▶ [To do]: Starting at the line below that contains "Write the network" and ending at the line that contains "Digitize the connectivity", retype each line exactly as it stands, but omit the pictures.

▶ [Dataset entries]:
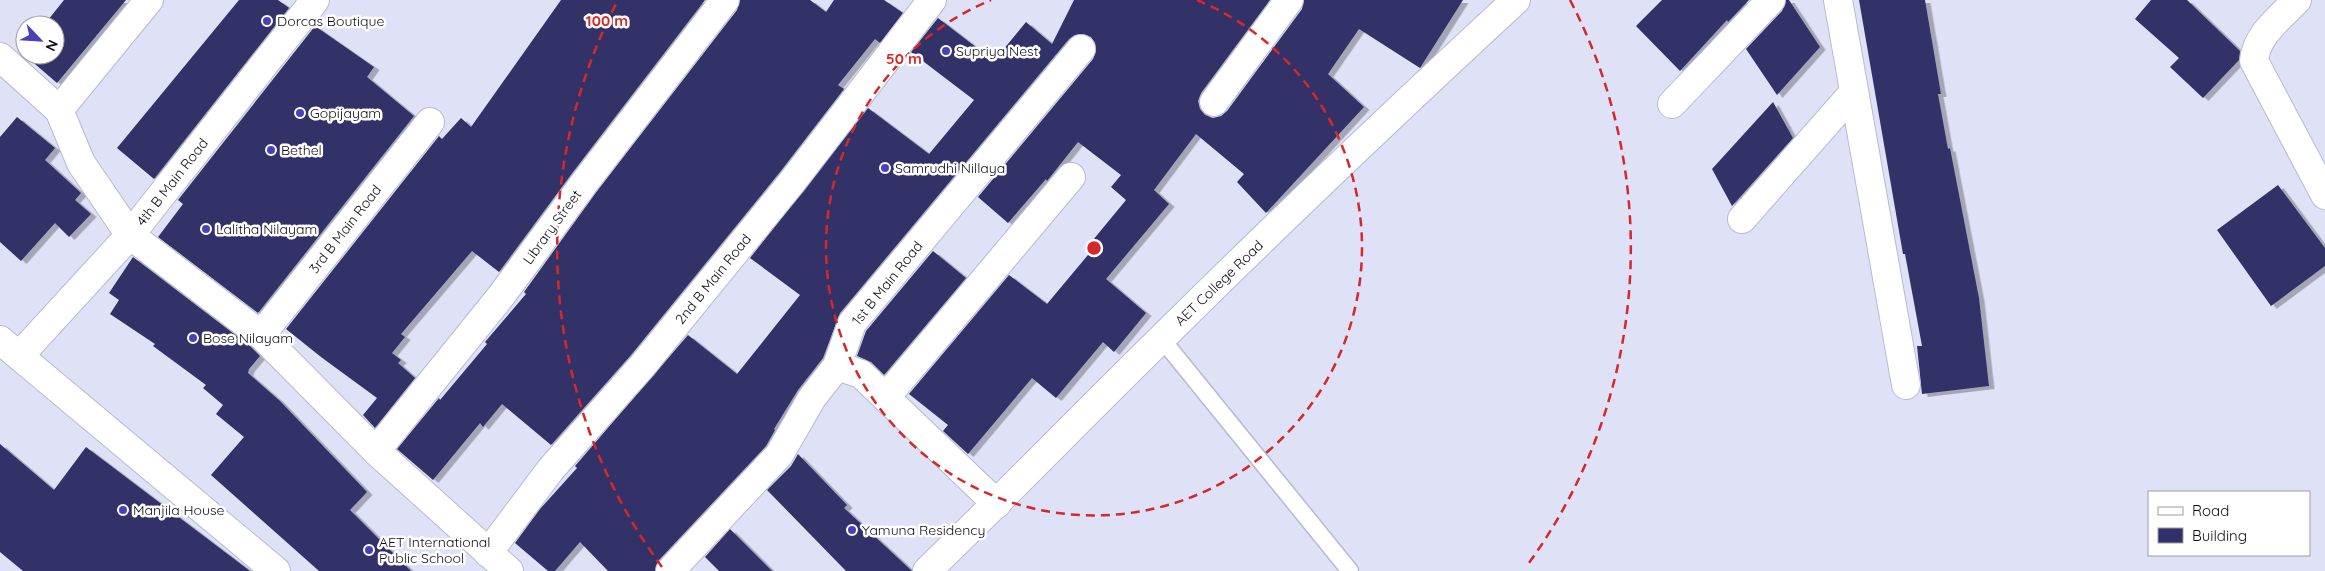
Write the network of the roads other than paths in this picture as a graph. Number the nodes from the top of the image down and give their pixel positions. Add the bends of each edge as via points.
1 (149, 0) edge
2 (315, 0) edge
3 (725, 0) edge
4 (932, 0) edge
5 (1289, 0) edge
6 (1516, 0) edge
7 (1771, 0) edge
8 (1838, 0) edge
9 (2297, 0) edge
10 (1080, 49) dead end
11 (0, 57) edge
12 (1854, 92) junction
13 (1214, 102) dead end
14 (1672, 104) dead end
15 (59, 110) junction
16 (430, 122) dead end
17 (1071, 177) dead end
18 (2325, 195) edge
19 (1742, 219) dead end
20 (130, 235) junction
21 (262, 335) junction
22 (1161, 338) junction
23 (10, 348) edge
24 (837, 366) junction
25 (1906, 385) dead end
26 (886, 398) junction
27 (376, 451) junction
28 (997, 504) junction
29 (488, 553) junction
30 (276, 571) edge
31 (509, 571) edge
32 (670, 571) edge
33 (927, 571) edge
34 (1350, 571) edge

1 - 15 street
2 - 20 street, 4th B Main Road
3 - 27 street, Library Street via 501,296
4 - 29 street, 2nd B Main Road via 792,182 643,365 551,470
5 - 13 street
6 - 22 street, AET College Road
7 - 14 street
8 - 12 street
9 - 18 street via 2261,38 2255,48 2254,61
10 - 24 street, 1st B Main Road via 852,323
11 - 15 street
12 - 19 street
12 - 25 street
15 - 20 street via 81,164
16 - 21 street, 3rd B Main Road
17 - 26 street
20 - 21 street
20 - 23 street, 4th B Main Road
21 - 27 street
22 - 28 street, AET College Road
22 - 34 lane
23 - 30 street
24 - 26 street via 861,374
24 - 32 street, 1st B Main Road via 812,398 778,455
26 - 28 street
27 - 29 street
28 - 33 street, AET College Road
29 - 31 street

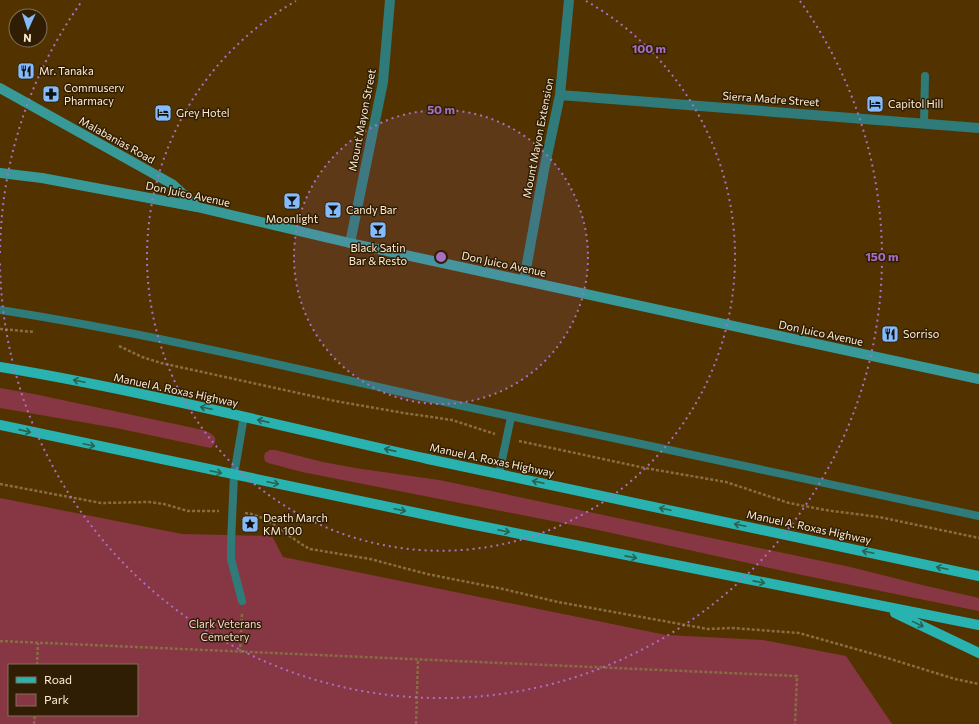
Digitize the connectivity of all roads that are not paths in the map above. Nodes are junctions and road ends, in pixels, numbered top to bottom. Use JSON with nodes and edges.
--
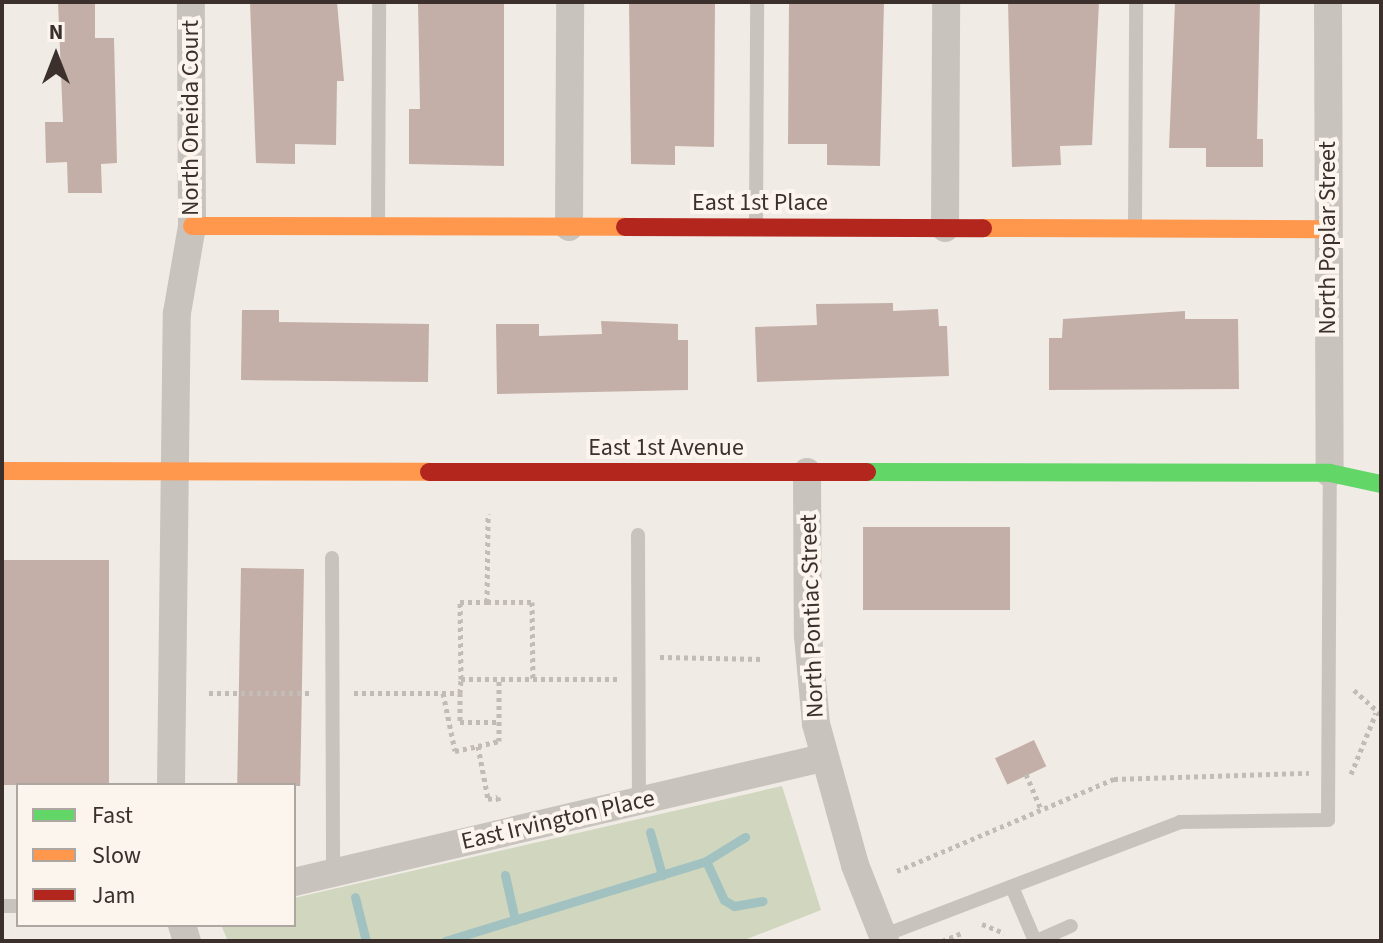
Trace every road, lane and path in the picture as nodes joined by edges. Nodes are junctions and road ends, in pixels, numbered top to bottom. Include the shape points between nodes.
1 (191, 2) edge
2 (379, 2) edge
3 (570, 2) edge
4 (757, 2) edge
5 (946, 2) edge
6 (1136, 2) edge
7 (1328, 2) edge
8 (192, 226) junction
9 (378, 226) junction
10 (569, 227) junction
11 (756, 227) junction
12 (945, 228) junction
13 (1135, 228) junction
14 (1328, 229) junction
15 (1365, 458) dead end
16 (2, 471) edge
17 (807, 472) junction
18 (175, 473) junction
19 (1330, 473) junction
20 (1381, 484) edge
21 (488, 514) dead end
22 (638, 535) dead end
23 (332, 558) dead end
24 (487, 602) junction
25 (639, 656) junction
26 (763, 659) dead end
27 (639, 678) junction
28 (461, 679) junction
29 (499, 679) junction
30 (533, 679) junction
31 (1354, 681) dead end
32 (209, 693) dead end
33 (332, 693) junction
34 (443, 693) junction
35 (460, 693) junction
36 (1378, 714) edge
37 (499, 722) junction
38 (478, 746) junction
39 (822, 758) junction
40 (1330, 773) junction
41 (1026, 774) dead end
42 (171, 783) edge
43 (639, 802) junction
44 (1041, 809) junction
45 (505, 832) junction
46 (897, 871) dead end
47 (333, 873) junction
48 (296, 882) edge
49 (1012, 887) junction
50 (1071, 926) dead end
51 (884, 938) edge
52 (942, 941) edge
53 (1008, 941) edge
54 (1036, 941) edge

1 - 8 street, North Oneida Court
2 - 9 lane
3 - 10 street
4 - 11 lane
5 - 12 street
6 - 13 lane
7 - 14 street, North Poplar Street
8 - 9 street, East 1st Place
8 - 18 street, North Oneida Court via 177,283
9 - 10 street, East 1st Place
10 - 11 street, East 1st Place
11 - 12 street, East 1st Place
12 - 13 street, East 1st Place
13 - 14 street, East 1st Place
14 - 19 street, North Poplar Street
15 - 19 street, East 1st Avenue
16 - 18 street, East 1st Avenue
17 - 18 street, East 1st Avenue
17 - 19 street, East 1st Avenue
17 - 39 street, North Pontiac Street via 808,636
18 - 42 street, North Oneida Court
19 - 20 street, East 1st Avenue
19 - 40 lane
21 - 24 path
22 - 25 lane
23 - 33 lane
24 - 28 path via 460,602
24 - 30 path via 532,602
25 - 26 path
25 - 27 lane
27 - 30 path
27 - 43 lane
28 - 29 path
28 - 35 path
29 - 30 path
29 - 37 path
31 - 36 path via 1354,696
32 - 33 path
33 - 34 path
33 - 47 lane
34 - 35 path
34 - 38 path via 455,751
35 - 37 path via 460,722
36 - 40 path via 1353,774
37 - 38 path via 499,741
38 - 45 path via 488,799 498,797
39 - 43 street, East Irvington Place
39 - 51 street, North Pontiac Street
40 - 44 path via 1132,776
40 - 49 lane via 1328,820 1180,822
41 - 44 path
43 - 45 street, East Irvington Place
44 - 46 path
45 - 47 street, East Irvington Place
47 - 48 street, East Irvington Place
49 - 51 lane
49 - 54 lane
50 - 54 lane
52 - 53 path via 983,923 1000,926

▶ [Response]:
Write the network of the roads other than paths in this picture as a graph. Number the nodes from the top of the image down and give their pixel positions. Add the bends of each edge as via points.
1 (149, 0) edge
2 (315, 0) edge
3 (725, 0) edge
4 (932, 0) edge
5 (1289, 0) edge
6 (1516, 0) edge
7 (1771, 0) edge
8 (1838, 0) edge
9 (2297, 0) edge
10 (1080, 49) dead end
11 (0, 57) edge
12 (1854, 92) junction
13 (1214, 102) dead end
14 (1672, 104) dead end
15 (59, 110) junction
16 (430, 122) dead end
17 (1071, 177) dead end
18 (2325, 195) edge
19 (1742, 219) dead end
20 (130, 235) junction
21 (262, 335) junction
22 (1161, 338) junction
23 (10, 348) edge
24 (837, 366) junction
25 (1906, 385) dead end
26 (886, 398) junction
27 (376, 451) junction
28 (997, 504) junction
29 (488, 553) junction
30 (276, 571) edge
31 (509, 571) edge
32 (670, 571) edge
33 (927, 571) edge
34 (1350, 571) edge

1 - 15 street
2 - 20 street, 4th B Main Road
3 - 27 street, Library Street via 501,296
4 - 29 street, 2nd B Main Road via 792,182 643,365 551,470
5 - 13 street
6 - 22 street, AET College Road
7 - 14 street
8 - 12 street
9 - 18 street via 2261,38 2255,48 2254,61
10 - 24 street, 1st B Main Road via 852,323
11 - 15 street
12 - 19 street
12 - 25 street
15 - 20 street via 81,164
16 - 21 street, 3rd B Main Road
17 - 26 street
20 - 21 street
20 - 23 street, 4th B Main Road
21 - 27 street
22 - 28 street, AET College Road
22 - 34 lane
23 - 30 street
24 - 26 street via 861,374
24 - 32 street, 1st B Main Road via 812,398 778,455
26 - 28 street
27 - 29 street
28 - 33 street, AET College Road
29 - 31 street

Digitize the connectivity of all roads that are not paths in the map above. Nodes are junctions and road ends, in pixels, numbered top to bottom. Use JSON with nodes and edges.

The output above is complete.